Avete presente quando
noi sardi andiamo a votare per le elezioni europee e siccome siamo nello stesso
collegio della Sicilia che ha quattro volte i nostri abitanti, tranne rare
eccezioni, non riusciamo ad eleggere nessuno? Bene, tenetelo a mente perché
qualcosa di molto simile succederà se al referendum vincerà il si e sarà
ridotto il numero dei parlamentari.
Il destino dei territori poco popolati della Sardegna sarà quello di
non avere rappresentanti che si concentreranno nelle aree urbano di Cagliari e
Sassari. “Bene” dirà a questo
punto il cittadino urbano poco sensibile ai problemi altrui, “chi se ne importa
se il Nuorese, o il Marghine, o la Baronia, o il Medio Campidano e così via non
saranno rappresentati a Roma?
Ma non è così che funziona perché cambiando il numero dei
parlamentari neanche le aree urbane dormirebbero sonni tranquilli, e meno che mai se si decidesse di
disegnare collegi accorpando regioni.
Io avrei voluto che si
tagliassero indennità, rimborsi, benefit, gratuità, agevolazioni e che stessero
a Roma con il reddito di un insegnate, in carabiniere, un operaio, in impiegato,
in artigiano, un negoziante, un pastore, un giovane medico.

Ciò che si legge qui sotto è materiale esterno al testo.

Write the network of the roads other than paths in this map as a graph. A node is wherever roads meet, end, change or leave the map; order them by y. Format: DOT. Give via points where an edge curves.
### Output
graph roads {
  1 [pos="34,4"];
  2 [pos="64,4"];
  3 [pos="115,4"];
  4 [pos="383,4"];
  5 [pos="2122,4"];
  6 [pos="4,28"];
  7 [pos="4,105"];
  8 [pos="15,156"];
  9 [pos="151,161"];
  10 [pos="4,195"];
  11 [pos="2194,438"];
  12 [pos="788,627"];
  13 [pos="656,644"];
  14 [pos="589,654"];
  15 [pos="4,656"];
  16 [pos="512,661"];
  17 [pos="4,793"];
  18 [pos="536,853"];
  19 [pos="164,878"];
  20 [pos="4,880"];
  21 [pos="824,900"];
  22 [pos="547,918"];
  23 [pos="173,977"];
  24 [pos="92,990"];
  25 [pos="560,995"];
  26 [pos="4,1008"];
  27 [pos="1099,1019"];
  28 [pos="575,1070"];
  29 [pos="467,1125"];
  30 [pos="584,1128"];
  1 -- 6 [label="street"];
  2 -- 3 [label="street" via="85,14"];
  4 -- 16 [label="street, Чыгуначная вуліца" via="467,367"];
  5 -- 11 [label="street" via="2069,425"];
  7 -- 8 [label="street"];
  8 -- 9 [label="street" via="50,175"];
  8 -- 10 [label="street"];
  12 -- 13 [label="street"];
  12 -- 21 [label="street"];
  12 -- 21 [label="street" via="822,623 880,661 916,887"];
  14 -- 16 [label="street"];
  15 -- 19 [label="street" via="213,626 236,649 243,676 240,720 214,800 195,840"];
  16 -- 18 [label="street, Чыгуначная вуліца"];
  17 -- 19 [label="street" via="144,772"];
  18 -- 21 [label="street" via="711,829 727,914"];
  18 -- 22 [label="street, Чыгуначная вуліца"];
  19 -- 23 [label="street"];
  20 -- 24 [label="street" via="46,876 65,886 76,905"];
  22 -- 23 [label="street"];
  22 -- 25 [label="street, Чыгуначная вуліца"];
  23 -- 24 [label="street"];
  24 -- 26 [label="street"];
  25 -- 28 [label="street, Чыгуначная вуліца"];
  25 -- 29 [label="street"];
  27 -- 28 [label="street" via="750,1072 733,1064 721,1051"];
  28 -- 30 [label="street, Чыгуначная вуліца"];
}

Avrei voluto che nelle Camere ci fossero meno commessi, uscieri,
collaboratori, ausiliari, segretari e che prima di tagliare rappresentanza
democratica, si tagliassero tutto il resto. Certo che la politica, in Italia, si è impegnata in mille
modi a farsi odiare dai cittadini, se questi sono disposti anche a tagliarsi
diritti pur di tagliare politici. Che tristezza e che
fallimento se passerà questo si. I politici non si cancellano, più semplicemente
si scelgono bene
Di Lucia Chessa
Da ciò che si è visto nel passato, i parlamentari sardi hanno sempre contato poco o niente. Seppure il referendum servisse a raddoppiarne il numero, non cambierebbe granché. Oggi più che mai il potere è accentrato sui Leaders politici.